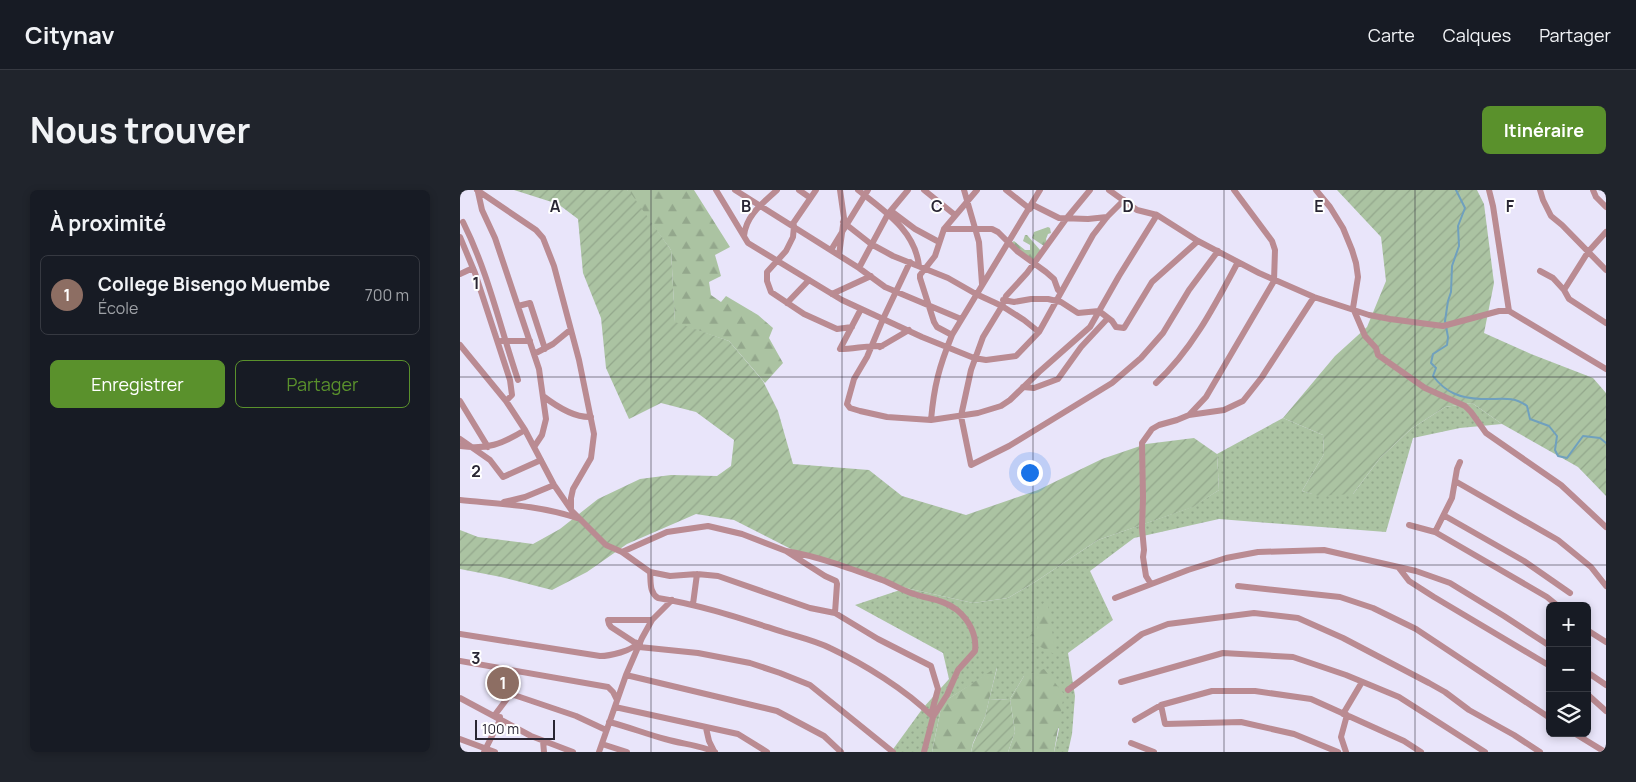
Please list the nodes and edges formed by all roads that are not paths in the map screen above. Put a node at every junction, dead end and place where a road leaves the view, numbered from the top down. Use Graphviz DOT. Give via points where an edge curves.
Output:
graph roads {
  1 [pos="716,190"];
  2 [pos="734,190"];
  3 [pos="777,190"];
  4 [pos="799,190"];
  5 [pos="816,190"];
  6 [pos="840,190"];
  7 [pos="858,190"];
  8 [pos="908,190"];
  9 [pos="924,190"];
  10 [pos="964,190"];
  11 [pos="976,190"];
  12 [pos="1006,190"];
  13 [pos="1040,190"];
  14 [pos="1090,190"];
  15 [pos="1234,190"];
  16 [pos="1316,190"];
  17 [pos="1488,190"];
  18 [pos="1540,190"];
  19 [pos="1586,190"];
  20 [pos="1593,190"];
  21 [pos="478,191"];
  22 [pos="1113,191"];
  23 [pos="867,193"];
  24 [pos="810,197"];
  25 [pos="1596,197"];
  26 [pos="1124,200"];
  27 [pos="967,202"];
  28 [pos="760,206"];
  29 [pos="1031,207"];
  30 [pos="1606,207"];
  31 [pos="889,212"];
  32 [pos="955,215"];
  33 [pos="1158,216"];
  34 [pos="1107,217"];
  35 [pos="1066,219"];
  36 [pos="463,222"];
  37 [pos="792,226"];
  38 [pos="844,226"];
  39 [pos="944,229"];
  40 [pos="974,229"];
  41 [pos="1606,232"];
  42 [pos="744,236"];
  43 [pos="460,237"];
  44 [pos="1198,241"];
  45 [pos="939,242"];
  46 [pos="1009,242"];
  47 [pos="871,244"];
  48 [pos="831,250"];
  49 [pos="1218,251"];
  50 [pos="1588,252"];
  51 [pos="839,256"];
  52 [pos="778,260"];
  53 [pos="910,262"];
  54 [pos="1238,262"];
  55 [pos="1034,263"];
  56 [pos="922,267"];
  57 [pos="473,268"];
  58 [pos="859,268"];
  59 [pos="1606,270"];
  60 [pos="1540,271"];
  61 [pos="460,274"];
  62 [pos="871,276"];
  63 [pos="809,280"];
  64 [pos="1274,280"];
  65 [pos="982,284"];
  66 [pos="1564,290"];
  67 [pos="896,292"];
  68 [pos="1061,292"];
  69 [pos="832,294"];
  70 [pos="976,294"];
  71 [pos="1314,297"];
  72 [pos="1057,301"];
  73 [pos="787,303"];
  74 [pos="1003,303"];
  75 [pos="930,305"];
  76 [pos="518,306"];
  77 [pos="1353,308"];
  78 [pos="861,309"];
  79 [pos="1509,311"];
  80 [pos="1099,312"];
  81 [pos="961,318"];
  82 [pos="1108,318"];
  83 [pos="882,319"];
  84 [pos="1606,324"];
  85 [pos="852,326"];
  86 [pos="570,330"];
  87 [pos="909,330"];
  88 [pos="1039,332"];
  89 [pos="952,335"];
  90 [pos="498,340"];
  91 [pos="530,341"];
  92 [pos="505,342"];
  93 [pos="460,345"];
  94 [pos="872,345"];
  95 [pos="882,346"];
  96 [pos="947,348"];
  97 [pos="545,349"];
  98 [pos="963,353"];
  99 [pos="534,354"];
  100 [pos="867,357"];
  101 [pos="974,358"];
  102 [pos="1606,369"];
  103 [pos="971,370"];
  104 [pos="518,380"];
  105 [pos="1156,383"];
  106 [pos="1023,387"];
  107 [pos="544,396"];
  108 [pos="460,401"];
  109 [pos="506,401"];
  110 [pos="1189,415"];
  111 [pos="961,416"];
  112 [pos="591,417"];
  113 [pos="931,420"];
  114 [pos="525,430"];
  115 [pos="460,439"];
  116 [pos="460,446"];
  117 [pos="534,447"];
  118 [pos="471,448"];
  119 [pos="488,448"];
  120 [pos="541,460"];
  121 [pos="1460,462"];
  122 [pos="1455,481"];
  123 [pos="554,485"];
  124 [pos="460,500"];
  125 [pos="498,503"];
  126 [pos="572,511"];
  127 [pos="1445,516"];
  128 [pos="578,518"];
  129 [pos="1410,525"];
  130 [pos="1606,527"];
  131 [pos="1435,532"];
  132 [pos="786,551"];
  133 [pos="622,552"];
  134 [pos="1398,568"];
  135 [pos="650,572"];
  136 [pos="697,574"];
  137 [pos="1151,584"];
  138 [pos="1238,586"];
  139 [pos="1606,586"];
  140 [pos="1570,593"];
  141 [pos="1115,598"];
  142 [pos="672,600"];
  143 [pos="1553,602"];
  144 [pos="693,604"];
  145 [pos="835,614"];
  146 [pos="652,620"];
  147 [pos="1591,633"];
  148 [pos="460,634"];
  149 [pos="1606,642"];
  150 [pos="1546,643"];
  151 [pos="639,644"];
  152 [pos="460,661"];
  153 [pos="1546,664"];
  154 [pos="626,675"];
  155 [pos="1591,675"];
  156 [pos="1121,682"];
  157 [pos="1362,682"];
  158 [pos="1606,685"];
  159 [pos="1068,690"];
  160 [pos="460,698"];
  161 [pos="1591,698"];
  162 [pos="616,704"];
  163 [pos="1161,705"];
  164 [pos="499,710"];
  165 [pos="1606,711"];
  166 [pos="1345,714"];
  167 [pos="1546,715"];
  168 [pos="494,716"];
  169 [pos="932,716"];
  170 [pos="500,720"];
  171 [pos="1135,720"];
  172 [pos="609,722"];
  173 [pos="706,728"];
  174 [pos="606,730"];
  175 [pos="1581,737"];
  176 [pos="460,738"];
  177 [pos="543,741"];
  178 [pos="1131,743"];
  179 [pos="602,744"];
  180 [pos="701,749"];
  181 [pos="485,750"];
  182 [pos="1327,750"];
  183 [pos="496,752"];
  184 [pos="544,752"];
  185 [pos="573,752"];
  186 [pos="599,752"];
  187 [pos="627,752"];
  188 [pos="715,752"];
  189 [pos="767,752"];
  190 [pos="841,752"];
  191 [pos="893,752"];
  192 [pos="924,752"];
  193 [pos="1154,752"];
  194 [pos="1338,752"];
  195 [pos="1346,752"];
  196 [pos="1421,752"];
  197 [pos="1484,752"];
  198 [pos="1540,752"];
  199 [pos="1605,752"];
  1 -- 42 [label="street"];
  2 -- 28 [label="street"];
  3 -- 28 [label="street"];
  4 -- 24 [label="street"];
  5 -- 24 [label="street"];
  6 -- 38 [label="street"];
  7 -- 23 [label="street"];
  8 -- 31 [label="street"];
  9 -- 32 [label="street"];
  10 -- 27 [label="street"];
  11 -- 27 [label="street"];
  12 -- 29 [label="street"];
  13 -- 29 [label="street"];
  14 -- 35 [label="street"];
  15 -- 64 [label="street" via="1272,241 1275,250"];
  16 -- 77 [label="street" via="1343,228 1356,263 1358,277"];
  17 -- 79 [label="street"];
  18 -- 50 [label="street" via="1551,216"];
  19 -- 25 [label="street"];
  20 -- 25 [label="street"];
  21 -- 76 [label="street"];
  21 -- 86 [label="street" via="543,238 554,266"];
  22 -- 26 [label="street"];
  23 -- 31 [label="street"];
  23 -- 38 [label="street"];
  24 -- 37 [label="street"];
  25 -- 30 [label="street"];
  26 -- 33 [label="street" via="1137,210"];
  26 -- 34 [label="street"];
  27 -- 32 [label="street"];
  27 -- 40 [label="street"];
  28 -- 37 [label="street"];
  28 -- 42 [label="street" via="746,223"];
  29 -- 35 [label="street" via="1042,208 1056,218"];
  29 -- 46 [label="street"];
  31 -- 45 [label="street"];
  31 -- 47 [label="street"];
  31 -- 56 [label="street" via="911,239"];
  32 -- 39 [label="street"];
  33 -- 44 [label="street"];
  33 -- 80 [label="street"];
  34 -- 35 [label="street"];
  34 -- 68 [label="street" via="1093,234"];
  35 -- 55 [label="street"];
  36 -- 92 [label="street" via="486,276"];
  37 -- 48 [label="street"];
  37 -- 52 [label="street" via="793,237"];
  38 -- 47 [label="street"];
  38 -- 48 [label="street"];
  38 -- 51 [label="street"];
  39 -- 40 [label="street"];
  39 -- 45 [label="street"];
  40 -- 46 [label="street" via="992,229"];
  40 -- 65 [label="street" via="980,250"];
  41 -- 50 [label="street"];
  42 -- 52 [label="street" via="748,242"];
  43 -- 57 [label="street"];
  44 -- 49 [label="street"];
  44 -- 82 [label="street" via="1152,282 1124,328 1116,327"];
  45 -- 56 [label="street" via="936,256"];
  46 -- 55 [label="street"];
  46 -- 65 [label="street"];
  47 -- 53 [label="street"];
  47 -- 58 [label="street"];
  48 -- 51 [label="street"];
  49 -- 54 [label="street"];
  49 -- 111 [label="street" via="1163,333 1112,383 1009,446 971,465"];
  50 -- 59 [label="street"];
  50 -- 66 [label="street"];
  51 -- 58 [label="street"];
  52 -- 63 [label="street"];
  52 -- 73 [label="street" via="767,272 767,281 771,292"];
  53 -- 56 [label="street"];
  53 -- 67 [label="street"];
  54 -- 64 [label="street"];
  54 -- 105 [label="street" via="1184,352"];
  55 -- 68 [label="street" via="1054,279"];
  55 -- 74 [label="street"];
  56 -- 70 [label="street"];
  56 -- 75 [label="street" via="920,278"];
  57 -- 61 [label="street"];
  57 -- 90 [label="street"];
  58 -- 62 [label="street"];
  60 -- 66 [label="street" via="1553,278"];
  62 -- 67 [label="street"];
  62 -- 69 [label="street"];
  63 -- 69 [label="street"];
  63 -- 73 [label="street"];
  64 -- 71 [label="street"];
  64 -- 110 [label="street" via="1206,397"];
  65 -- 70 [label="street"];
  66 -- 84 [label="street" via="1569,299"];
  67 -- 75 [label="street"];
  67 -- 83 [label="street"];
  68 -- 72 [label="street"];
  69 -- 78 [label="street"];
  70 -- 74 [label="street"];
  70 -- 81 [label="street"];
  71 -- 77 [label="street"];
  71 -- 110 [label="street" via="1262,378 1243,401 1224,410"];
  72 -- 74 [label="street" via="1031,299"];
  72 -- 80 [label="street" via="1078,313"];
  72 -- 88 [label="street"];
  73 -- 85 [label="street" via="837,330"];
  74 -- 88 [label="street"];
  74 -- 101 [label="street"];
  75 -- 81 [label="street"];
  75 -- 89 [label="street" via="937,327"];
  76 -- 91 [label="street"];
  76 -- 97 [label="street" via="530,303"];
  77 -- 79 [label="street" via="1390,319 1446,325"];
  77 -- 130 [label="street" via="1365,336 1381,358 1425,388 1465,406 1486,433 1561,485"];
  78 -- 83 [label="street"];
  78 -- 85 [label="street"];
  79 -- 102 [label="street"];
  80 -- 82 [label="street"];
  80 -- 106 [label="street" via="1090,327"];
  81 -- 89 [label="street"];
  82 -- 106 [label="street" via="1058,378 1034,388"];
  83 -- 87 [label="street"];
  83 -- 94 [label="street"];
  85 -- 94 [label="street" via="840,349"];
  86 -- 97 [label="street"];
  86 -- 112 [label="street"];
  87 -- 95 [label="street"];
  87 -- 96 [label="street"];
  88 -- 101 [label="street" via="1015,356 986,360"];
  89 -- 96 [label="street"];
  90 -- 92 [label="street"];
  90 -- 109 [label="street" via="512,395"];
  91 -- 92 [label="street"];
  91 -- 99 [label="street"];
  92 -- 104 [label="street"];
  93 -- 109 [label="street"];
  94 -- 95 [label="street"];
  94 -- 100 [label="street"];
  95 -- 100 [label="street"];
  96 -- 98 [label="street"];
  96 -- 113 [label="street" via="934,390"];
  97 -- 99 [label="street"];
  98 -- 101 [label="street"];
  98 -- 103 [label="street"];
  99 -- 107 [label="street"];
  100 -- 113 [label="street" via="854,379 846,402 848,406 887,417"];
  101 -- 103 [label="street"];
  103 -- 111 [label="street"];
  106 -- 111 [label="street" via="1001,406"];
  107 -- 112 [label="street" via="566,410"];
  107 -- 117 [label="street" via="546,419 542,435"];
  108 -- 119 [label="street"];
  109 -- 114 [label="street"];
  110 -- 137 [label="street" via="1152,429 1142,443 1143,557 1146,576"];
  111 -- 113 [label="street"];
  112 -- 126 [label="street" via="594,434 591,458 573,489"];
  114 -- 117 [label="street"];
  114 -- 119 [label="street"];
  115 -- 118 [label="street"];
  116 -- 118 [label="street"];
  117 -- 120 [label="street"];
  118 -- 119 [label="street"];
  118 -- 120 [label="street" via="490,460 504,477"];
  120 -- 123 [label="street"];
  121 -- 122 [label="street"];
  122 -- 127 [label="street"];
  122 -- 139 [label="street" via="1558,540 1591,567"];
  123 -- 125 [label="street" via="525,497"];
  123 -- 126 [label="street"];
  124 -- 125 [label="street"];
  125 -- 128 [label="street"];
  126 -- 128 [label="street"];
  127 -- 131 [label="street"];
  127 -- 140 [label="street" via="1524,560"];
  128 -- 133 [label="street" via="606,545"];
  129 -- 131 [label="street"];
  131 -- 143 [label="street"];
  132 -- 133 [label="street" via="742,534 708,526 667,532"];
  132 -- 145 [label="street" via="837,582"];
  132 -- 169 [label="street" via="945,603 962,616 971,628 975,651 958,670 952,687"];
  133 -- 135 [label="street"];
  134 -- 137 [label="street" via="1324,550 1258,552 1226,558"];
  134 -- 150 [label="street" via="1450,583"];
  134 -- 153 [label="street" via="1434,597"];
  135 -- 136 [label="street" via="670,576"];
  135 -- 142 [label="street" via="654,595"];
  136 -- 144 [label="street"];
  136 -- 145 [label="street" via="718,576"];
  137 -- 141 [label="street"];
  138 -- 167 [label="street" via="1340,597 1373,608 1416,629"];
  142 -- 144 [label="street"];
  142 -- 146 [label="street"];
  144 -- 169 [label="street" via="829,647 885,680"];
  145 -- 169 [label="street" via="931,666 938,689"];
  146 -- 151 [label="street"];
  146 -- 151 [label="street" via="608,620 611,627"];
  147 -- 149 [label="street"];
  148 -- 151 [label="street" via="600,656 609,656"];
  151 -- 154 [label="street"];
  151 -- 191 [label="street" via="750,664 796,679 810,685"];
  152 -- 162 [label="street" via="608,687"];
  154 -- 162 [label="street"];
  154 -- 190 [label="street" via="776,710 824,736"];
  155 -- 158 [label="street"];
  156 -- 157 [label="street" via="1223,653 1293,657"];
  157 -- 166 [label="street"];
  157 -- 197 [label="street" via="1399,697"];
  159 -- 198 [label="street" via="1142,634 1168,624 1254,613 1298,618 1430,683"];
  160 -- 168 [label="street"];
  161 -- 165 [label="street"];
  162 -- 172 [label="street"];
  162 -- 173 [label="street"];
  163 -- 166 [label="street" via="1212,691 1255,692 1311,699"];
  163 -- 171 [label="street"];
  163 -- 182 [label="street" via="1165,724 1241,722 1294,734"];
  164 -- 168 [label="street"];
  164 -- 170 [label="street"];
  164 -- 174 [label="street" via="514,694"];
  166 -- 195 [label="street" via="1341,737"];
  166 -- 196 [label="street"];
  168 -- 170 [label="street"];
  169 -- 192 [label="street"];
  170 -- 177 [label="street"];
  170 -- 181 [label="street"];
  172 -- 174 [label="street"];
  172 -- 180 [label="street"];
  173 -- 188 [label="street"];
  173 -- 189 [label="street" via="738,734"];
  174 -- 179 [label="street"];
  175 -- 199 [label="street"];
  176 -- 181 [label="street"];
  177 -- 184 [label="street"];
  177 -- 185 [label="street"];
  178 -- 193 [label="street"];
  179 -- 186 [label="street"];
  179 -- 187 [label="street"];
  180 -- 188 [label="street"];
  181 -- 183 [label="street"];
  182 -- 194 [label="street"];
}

• _Work instruction_
Check each line of the entries for the string "roads". Copy the lines that have it.

• _Your response_
Please list the nodes and edges formed by all roads that are not paths in the map screen above. Put a node at every junction, dead end and place where a road leaves the view, numbered from the top down. Use Graphviz DOT. Give via points where an edge curves.
graph roads {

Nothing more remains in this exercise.